When testing something or you want to spin up your own isolated environment for yourself or for your team? Very often.
> Also, once on the cloud some business management take so long to "approve" new expenses that in reality it may not really be feasible to do things fast enough for it to be a benefit.
And that’s get back to my other point that when you do a “lift and shift”. If you don’t change your processes both IT and technical, you won’t see any benefit from the cloud and you will end up spending more.
There are so many ways that you can both give developers freedom and still have the necessary guardrails. I’m speaking about AWS because that’s the one I know best (and where I work). But I’m sure there are equivalent services on other providers.
For instance you can have a vending machine type of setup where you allow department heads to set up non prod accounts with organization controlled service control policies. You can use a Service Catalog approach where you surface Terraform or CloudFormation defined products where the users can only provision infrastructure defined by their administrators. But they can do it themselves.
Depending on which level of the organization I’m working with, I try to convince the IT department to give individual departments their own organizational unit to monitor and to embed someone from IT into their team - ie a “DevOps” philosophy.
> And not to mention half the reason I went to cloud was not that I didn’t want to deal with administering servers, I didn’t want to deal with server administrators.
I bet it's true for many. I approximate it from what I see in backend/frontend teams - they don't even deal with eachother, not even system administrators.
Luckily [in the current project] devs don't have access to production and very limited to dev environment in terms of ssh/db endpoints.
At my n-2 job (2017-mid 2018), I was the dev lead when management decided to “move to the cloud”. They hired a bunch of “consultants” who were old school operations people who only knew how to do lift and shifts.
I didn’t know cloud from a whole in the wall. But the internal IT department treated AWS just like they did their Colo. I thought AWS was just a bunch of VMs and I treated it as such for a green field implementation.
I studied for the AWS Solution Architect certification just so I would know what I didn’t know and to be able to come up with some intelligent ideas for phase 2.
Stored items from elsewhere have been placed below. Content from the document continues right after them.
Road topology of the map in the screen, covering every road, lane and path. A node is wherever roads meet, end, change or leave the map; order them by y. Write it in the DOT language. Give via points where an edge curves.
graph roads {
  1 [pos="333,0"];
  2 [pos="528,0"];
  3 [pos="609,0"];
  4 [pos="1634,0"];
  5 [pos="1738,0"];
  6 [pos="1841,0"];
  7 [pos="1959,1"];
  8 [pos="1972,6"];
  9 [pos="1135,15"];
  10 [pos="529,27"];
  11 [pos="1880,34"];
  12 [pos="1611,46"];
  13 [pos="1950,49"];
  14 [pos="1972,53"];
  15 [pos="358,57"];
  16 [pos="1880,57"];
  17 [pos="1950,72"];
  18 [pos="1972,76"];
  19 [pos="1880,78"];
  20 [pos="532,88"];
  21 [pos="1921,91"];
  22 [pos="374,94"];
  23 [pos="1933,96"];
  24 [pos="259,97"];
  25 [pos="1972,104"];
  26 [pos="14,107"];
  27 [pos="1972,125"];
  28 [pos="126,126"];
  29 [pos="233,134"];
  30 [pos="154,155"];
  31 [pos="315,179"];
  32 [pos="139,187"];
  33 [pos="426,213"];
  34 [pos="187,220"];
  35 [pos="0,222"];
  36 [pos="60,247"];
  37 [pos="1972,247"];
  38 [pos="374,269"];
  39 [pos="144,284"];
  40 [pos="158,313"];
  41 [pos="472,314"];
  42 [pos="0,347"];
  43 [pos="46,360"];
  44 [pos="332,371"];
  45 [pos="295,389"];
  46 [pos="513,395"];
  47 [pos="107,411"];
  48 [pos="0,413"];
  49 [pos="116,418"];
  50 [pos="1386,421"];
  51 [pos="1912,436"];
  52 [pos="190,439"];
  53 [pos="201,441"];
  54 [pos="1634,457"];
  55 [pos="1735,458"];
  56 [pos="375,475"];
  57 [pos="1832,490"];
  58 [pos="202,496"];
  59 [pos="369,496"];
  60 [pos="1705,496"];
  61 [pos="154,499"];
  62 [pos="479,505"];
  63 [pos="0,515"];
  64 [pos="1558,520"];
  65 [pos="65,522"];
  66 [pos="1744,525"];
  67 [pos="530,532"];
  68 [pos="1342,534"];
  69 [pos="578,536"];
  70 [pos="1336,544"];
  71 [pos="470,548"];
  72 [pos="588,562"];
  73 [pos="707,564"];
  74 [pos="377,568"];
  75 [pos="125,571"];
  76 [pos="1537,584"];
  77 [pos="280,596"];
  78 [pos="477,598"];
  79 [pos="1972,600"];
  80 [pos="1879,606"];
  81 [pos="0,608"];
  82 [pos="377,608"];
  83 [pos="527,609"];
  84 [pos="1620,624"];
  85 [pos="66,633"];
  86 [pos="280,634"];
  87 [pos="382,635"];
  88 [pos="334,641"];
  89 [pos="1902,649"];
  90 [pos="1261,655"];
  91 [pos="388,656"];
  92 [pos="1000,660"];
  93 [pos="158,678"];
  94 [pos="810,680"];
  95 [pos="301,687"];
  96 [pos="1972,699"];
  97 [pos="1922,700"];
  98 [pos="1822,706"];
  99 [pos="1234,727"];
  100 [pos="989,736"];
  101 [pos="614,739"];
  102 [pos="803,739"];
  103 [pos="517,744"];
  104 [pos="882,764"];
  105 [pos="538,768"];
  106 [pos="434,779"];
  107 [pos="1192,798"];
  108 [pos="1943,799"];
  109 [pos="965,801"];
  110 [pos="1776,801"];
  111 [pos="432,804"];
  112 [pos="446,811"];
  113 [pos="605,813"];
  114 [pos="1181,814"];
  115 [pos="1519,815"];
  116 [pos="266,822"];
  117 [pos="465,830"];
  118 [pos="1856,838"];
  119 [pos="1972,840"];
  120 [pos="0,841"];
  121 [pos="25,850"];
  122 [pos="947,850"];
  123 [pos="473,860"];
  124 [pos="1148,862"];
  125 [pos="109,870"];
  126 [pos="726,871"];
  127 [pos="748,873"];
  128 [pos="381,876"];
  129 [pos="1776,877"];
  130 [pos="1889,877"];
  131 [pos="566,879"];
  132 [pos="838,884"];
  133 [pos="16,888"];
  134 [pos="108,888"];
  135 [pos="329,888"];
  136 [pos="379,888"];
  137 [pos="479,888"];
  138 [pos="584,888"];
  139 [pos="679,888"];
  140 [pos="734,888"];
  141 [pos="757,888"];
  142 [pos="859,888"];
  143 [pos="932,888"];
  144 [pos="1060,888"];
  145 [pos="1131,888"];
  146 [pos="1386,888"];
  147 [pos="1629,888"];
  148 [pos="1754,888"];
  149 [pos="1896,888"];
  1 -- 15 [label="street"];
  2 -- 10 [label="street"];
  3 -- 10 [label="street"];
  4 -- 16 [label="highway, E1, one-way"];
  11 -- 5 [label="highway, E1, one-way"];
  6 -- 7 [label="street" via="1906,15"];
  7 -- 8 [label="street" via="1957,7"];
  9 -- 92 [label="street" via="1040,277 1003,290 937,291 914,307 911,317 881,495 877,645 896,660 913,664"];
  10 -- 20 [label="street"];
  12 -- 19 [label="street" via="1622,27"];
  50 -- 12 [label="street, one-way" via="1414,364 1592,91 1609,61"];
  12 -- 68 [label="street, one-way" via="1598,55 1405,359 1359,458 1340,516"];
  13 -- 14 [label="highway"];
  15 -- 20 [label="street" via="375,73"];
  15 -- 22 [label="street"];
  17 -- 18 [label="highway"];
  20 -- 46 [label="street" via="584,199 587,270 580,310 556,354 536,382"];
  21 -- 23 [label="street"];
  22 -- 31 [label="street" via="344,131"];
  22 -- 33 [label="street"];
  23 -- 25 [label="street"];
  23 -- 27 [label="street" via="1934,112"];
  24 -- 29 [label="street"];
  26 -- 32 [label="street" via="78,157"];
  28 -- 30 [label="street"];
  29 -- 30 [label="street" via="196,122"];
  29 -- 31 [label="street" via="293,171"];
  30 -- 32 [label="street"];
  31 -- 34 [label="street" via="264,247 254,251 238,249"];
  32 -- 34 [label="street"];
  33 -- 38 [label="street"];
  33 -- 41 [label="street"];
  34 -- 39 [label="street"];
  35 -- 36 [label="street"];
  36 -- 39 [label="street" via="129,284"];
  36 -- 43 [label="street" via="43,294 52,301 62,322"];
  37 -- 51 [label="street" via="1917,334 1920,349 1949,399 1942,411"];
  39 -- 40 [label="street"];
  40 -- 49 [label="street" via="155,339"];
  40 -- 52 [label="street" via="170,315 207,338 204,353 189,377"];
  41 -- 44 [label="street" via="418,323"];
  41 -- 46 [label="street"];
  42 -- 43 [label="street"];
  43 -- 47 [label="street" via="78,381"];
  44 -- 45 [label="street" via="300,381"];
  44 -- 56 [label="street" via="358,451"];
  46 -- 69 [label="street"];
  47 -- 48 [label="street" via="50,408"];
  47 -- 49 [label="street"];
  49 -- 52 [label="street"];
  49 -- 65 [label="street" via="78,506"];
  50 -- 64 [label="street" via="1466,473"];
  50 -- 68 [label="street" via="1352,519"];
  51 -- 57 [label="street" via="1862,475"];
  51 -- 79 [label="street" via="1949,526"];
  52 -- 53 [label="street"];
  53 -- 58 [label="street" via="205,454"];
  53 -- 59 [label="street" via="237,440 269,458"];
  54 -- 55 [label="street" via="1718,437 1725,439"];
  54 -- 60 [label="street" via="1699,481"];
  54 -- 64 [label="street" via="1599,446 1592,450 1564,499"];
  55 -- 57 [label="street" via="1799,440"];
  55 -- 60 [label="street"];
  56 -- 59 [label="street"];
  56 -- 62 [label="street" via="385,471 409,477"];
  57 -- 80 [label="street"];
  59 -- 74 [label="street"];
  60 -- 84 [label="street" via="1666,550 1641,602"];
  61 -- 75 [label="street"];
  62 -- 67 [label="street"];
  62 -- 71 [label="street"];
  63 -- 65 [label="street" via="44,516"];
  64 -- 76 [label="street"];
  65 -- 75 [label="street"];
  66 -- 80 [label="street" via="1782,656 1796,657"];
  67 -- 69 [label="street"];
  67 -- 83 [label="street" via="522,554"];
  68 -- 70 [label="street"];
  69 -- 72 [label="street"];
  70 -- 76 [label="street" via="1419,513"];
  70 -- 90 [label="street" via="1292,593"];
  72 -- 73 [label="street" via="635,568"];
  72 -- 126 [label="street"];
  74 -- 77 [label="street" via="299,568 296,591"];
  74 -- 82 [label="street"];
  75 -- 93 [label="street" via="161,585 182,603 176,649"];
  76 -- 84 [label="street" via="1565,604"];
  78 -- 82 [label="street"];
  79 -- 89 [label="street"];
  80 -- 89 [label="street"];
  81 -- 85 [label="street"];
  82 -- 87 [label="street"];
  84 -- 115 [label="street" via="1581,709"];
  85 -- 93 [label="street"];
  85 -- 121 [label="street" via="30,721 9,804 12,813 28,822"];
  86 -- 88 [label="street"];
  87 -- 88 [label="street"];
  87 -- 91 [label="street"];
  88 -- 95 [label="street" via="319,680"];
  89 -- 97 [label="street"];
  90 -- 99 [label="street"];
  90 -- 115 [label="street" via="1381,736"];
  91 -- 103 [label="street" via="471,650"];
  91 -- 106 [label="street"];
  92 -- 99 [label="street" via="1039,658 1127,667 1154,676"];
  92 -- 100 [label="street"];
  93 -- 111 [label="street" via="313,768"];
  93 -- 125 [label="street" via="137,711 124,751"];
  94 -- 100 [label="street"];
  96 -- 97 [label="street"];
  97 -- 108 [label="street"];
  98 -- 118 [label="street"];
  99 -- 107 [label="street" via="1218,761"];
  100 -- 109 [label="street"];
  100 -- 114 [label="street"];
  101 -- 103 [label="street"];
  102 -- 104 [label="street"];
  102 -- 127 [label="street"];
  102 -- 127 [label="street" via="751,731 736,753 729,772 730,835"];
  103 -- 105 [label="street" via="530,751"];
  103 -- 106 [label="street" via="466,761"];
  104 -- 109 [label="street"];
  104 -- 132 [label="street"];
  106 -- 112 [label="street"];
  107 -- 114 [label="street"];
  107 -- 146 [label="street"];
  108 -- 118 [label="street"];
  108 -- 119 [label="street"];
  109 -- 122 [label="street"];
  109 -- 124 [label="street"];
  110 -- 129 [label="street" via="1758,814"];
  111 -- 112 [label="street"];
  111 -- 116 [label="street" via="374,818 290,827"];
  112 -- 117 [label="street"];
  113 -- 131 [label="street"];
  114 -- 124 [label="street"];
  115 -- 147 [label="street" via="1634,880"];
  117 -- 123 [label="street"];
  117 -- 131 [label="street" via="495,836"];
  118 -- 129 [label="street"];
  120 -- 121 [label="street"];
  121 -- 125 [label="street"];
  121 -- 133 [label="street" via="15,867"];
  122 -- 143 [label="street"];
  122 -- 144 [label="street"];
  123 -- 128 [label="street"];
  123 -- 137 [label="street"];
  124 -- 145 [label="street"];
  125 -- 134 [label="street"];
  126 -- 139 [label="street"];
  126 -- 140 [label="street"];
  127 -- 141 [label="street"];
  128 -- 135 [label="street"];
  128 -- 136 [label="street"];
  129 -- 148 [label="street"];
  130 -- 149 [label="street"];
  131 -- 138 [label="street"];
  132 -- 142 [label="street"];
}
I ended up leaving that job and working for a startup. The CTO knew I had only theoretical knowledge of AWS. But I had good system design instincts and he liked my ideas. I was hired as a senior developer. But that rapidly morphed into a cloud architect role. I took advantage of AWS and all of its locked in goodness including moving everything to either Lambda and Fargate (serverless Docker).
I had admin rights to everything until I voluntarily gave myself the same constraints to production that everyone else had when we hired a couple of operation guys.
We scaled without any issues as the company grew and Covid happened - we worked in the healthcare industry.
Now I work for AWS. But I’ve done my share of managing servers since the mid 90s as part of my job. That’s a life I don’t ever want to go back to.
Or that your business has to replace a router on one of the dcs and then you have to do all the work to ensure nothing goes down yourself. You cant blame anyone if it goes bad.
Then you realize how much work that is. The cloud is really convenient.